それは、首に付いたリードを引きずるキャベツだった。キャベツはテルオが入っていたパン耳の入った袋を食い破り、そのままサナエルが持っていた菓子パンの入った袋をぶん取った。
「て、てめぇ、キャベツ! いったい何のつもりだ!!」
「ワン!」
テルオはキャベツに怒鳴りつけると、菓子パンを咥えたキャベツは勝ち誇ったドヤ顔を二人に見せつけた。
「フン! リョウコに近づく猿が! これさえ無ければお前等は餓死して死ぬのさ! 哀れな猿よ、惨めに這いつくばって干からびてしまえ! と言っているのです!」
「アイツ、あのワン1つにそこまで言葉を詰めてたのか? おい、キャベツ! それはリョウコさんの善意の籠もったパンだ! 早く返せ! お前の騎士道はどこへ行った!」
そう言うと、「フンッ!」と鼻で笑ったように見えるキャベツは、袋を加えて走って行ってしまった。
「ったく、何なんだよあの犬……」
「ああ……パンの耳が……もったいないのです……」
道に散らばったパンの耳をサナエルは拾い集める。すると、遠くからこちらへ走ってくる女性が一人現れる。
「テルオさーん! サナエルちゃーん!」
鳥城リョウコであった。息を切らせながら、二人の元へ彼女はたどり着く。
「す、すみません! こちらに、キャベツが通りませんでした?急に走ってどっかに行ってしまって……」
すると、彼女は地面に散らばったパンの耳が目に映る。
「こ、これは……」
「ああ……いや、その……」
「キャベツがパンの耳の袋を食い破っちゃったのです……」
おい、とテルオはサナエルを小突くが遅かった。
「そ、そんな……キャベツが……」
徐々にリョウコの顔色が青ざめていく。
「お、俺達には怪我はなかったんで、大丈夫……」
「本当に申し訳ございません!」
テルオの言葉を言い終わる前に、リョウコは深く頭を下げる。
「飼い主の私の責任です!テルオさん達に大変失礼なことしてしまって、本当にごめんなさい!」
「サ、サナエル達は怪我をしていないから大丈夫なのですよ! だから、そんなに謝らなくても大丈夫なのですよ!」
「いいえ、そんなことありません! 私の不注意でこんなことに……本当に……本当にごめんなさい!」
泣きそうな声音でひたすら謝り続けるリョウコを見て、テルオは胸の奥が苦しくなる。
心の恩人が、目の前で謝り続けているのは、見ていていたたまれなかった。
第一悪いのはリョウコさんではない。
あの犬が一番悪いのだとテルオは思う。
いつも、目があっただけで吠えてきたり、何かと噛もうとしたり、リョウコさんに近づくだけで……
……
「……いや、そうじゃないな」
テルオは気づき自分の思考に首を振った。
悪いのはリョウコでもキャベツでもない。
そう思った。
「リョウコさん、頭を上げて下さい。
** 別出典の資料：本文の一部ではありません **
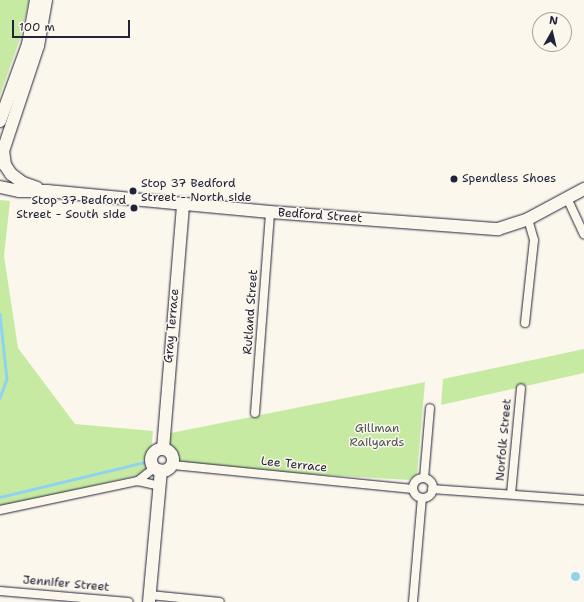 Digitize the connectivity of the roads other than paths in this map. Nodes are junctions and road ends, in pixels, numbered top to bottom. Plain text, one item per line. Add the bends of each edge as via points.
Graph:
1 (36, 0) edge
2 (46, 0) edge
3 (0, 121) edge
4 (1, 161) edge
5 (0, 187) edge
6 (584, 189) edge
7 (47, 191) junction
8 (567, 198) junction
9 (183, 204) junction
10 (270, 212) junction
11 (528, 219) junction
12 (584, 234) edge
13 (525, 323) dead end
14 (521, 388) dead end
15 (430, 408) dead end
16 (255, 413) dead end
17 (163, 449) junction
18 (172, 465) junction
19 (157, 470) junction
20 (424, 478) junction
21 (138, 481) junction
22 (160, 486) junction
23 (413, 489) junction
24 (432, 489) junction
25 (511, 494) junction
26 (422, 498) junction
27 (584, 500) edge
28 (0, 510) edge
29 (0, 591) edge
30 (150, 599) edge
31 (129, 602) edge
32 (220, 602) edge
33 (413, 602) edge

1 - 3 street via 26,52
2 - 4 street via 38,46 5,139
4 - 7 street via 20,182
5 - 7 street via 19,191
6 - 8 street, Bedford Street
7 - 9 street, Bedford Street
8 - 11 street, Bedford Street
8 - 12 street
9 - 10 street, Bedford Street
9 - 17 street, Gray Terrace
10 - 11 street, Bedford Street via 488,229 509,227
10 - 16 street, Rutland Street
11 - 13 street via 534,240
14 - 25 street, Norfolk Street
15 - 20 street
17 - 18 street via 172,456
17 - 19 street via 157,450 151,457
18 - 19 street
18 - 23 street, Lee Terrace
19 - 21 street
19 - 22 street
20 - 23 street via 416,481
20 - 24 street via 431,484
21 - 22 street
21 - 28 street
22 - 30 street
23 - 26 street via 417,496
24 - 25 street
24 - 26 street via 428,496
25 - 27 street
26 - 33 street
29 - 31 street, Jennifer Street
30 - 32 street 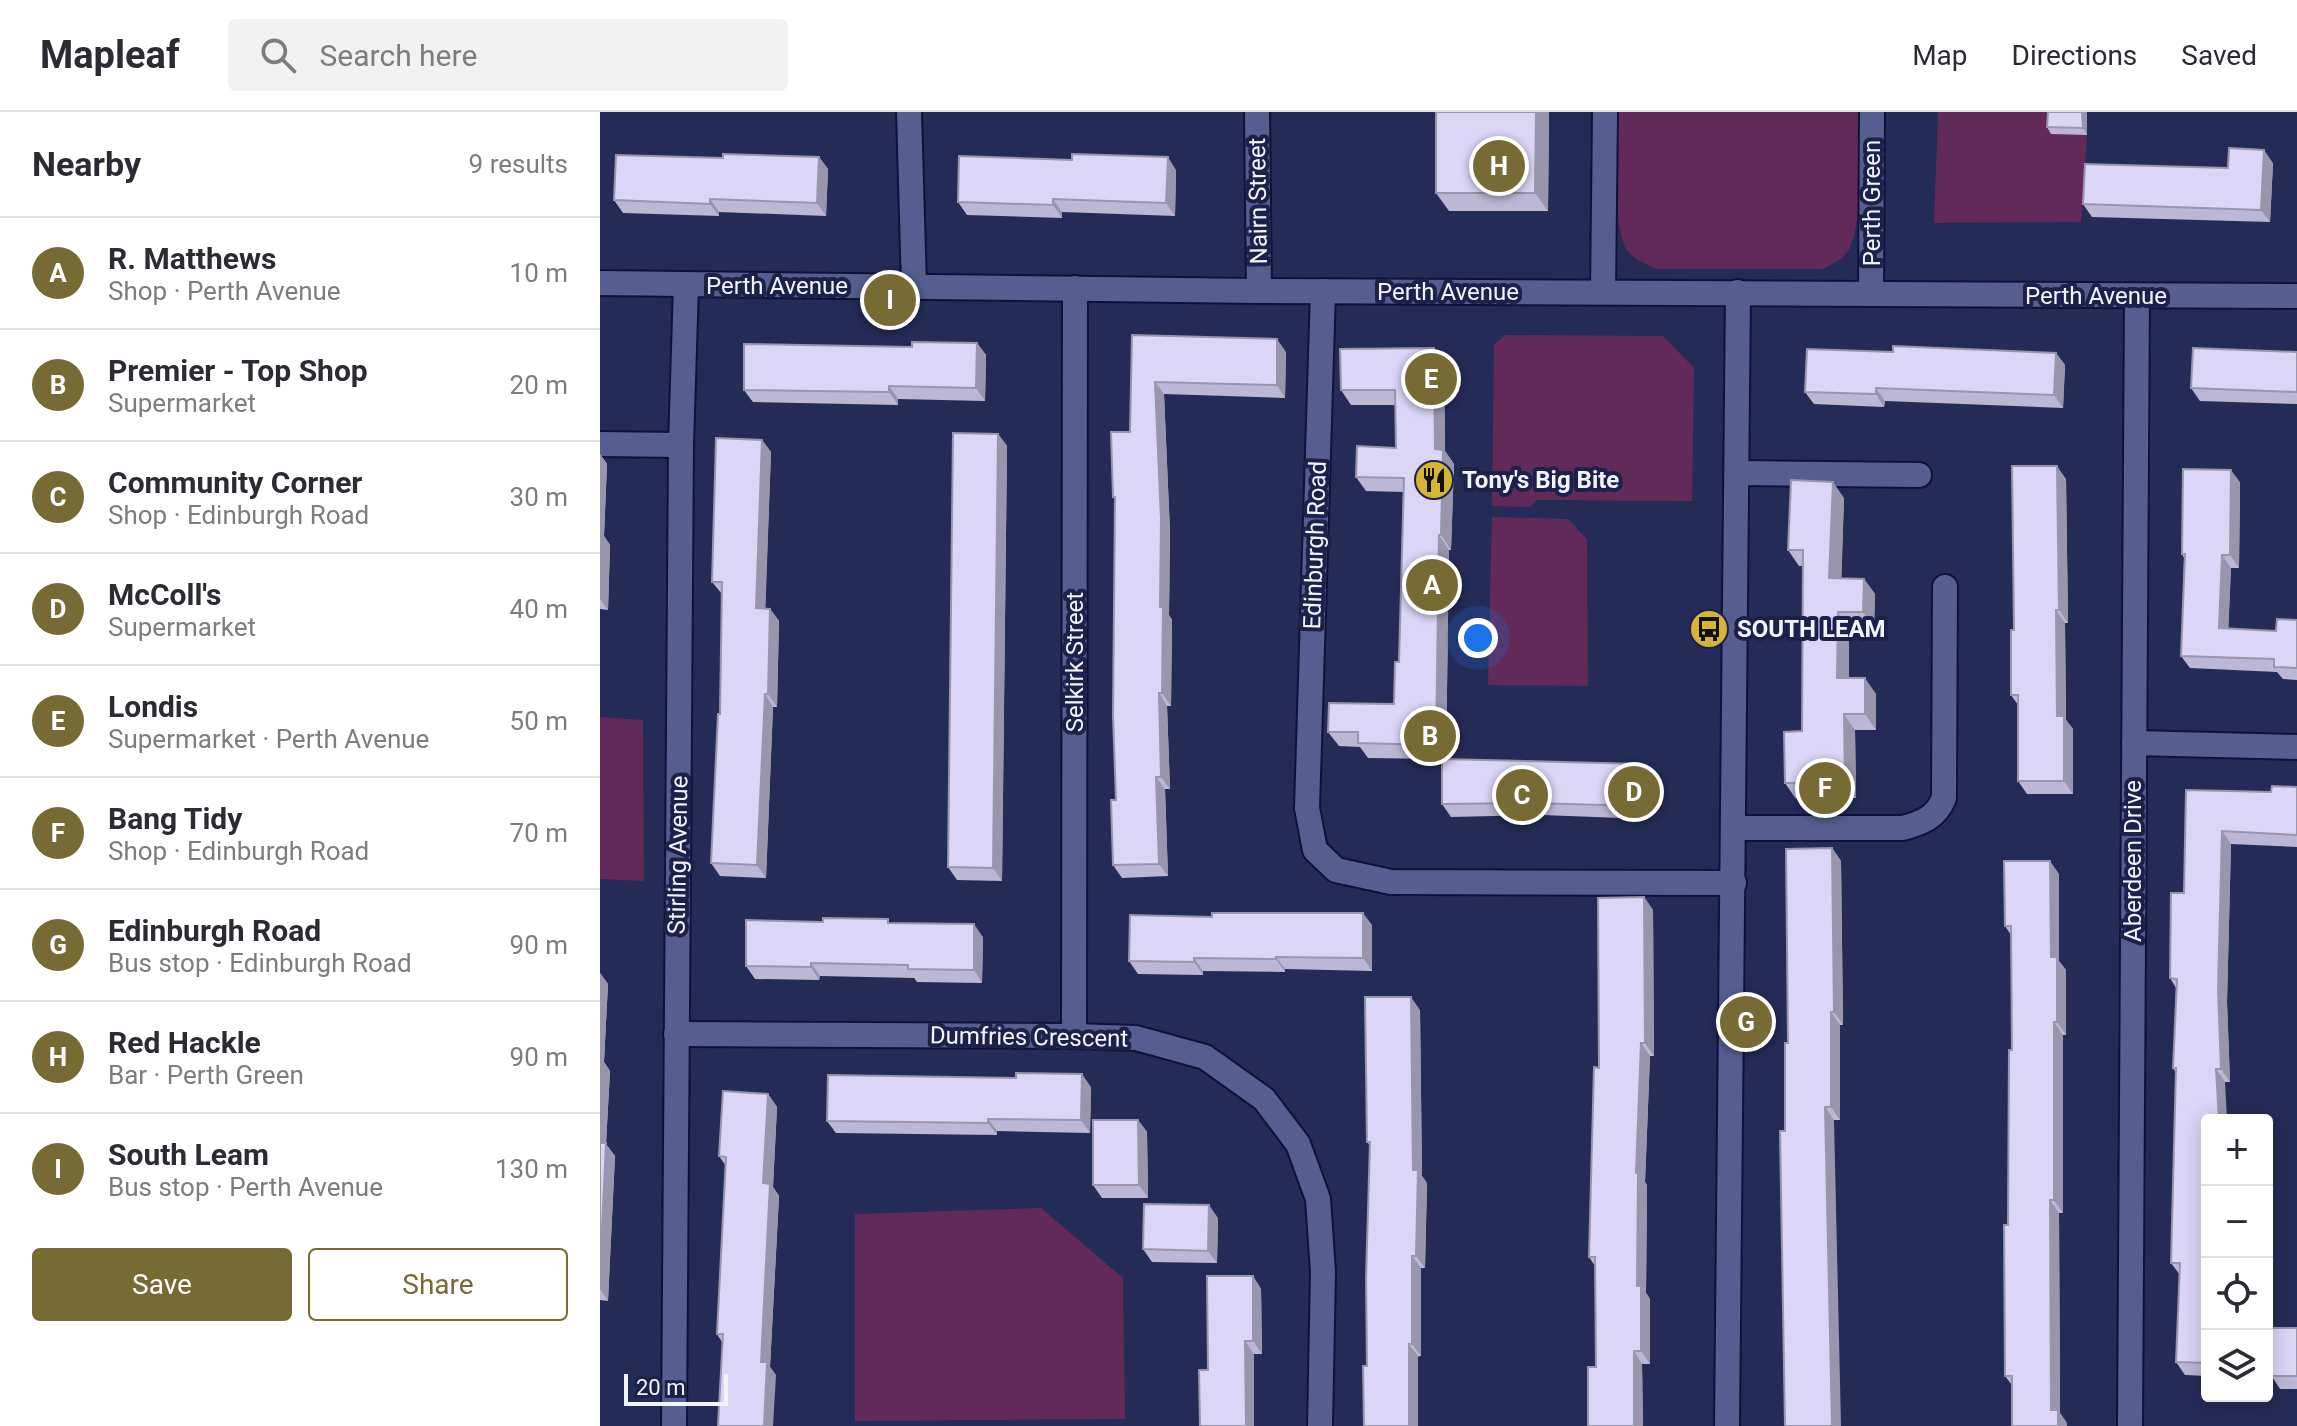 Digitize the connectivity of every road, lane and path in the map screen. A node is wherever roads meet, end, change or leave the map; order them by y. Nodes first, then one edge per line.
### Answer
1 (909, 112) edge
2 (1257, 112) edge
3 (1605, 112) edge
4 (1872, 112) edge
5 (600, 283) edge
6 (686, 285) junction
7 (914, 287) junction
8 (1075, 288) junction
9 (1259, 291) junction
10 (1323, 291) junction
11 (1603, 292) junction
12 (1738, 292) junction
13 (1871, 294) junction
14 (2137, 296) junction
15 (2297, 296) edge
16 (600, 444) edge
17 (681, 445) junction
18 (1737, 473) junction
19 (1919, 475) dead end
20 (1945, 587) dead end
21 (2134, 743) junction
22 (2297, 747) edge
23 (1734, 828) junction
24 (1734, 883) junction
25 (676, 1034) junction
26 (1074, 1036) junction
27 (674, 1426) edge
28 (1320, 1426) edge
29 (1727, 1426) edge
30 (2130, 1426) edge

1 - 7 street
2 - 9 street, Nairn Street
3 - 11 street
4 - 13 street, Perth Green
5 - 6 street, Perth Avenue
6 - 7 street, Perth Avenue
6 - 17 street, Stirling Avenue
7 - 8 street, Perth Avenue
8 - 9 street, Perth Avenue
8 - 26 street, Selkirk Street
9 - 10 street, Perth Avenue
10 - 11 street, Perth Avenue
10 - 24 street, Edinburgh Road
11 - 12 street, Perth Avenue
12 - 13 street, Perth Avenue
12 - 18 street
13 - 14 street, Perth Avenue
14 - 15 street, Perth Avenue
14 - 21 street, Aberdeen Drive
16 - 17 street
17 - 25 street, Stirling Avenue
18 - 19 street
18 - 23 street
20 - 23 street
21 - 22 street
21 - 30 street, Aberdeen Drive
23 - 24 street
24 - 29 street
25 - 26 street, Dumfries Crescent
25 - 27 street, Stirling Avenue
26 - 28 street, Dumfries Crescent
元を辿れば俺が悪いんです」
「……え?」
顔を上げて驚くリョウコに、テルオはさらに続ける。
「俺がキャベツに、いろいろ悪いことをしたせいで、こうなったんです。俺、キャベツを探しに行きますよ」
「ま、待って! テルオさん!」
「テルオ! どこに行くのですぅ!」
リョウコの制止する声を振り切り、サナエルの質問にも答えず、彼はキャベツが走っていった方向へと走り出した。